The server will perform the following tasks:

• Storing manifests and compiling catalogs
• Serving as the SSL certification authority
• Processing reports from the agent machines
• Gathering and storing information about the agents

As such, the security of your server machine is paramount. The requirements for hardening are comparable to those of a Kerberos key distribution center.

During its first initialization, the Puppet server generates the CA certificate. This self-signed certificate will be distributed among and trusted by all the components of your infrastructure. This is why its private key must be protected very carefully. New agent machines request individual certificates, which are signed with the CA certificate.

The terminology around the master software might be a little confusing.

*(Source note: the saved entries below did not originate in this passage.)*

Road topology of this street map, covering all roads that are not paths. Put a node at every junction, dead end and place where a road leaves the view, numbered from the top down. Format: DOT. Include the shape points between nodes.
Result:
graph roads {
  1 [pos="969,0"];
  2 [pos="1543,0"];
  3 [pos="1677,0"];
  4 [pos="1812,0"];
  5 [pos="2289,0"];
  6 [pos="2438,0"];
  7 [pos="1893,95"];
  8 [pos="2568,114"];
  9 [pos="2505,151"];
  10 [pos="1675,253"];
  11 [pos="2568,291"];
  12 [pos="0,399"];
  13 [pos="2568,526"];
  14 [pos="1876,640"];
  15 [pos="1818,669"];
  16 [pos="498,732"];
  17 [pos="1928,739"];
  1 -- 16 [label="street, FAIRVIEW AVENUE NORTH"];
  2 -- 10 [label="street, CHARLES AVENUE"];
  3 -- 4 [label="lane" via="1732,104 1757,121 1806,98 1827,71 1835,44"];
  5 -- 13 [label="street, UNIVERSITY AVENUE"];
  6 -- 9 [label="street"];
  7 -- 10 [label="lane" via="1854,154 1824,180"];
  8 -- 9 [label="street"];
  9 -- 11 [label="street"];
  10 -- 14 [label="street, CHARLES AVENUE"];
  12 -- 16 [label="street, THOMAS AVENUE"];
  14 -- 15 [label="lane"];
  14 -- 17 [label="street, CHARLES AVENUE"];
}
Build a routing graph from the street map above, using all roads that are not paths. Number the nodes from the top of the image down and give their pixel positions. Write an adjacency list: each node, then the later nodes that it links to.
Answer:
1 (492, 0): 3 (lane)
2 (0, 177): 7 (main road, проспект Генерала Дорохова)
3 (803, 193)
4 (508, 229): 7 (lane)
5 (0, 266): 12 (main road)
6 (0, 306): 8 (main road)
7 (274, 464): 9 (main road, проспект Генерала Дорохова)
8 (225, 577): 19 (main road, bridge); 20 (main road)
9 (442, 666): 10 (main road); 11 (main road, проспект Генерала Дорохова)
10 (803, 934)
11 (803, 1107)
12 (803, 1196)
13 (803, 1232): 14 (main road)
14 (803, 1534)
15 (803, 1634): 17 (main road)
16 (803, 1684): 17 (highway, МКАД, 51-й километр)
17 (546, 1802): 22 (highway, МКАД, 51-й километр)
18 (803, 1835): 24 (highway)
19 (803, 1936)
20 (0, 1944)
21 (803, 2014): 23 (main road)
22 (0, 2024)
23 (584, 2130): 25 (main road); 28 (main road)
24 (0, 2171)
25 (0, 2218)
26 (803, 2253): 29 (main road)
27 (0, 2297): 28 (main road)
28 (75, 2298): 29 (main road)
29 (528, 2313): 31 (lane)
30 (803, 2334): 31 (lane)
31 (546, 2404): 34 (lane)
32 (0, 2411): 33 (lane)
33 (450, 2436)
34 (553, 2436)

That's because both the terms Puppet master and Puppet server are floating around, and they are closely related too. Let's consider some technological background in order to give you a better understanding of what is what.

Puppet's master service mainly comprises a RESTful HTTP API. Agents initiate the HTTPS transactions, with both sides identifying each other using trusted SSL certificates. During the time when Puppet 3 and older versions were the most advanced versions available, the HTTPS layer was typically handled by Apache. Puppet's Ruby core was invoked through the Passenger module. This approach offered good stability and scalability.

Puppet Inc. has improved upon this standard solution with specialized software called puppetserver. The Ruby-based core of the master remains basically unchanged, although it now runs on JRuby instead of Ruby's own MRI. The HTTPS layer is run by Jetty, sharing the same Java virtual machine with the master.

By cutting out some middlemen, puppetserver is faster and more scalable than a Passenger solution. It is also significantly easier to set up.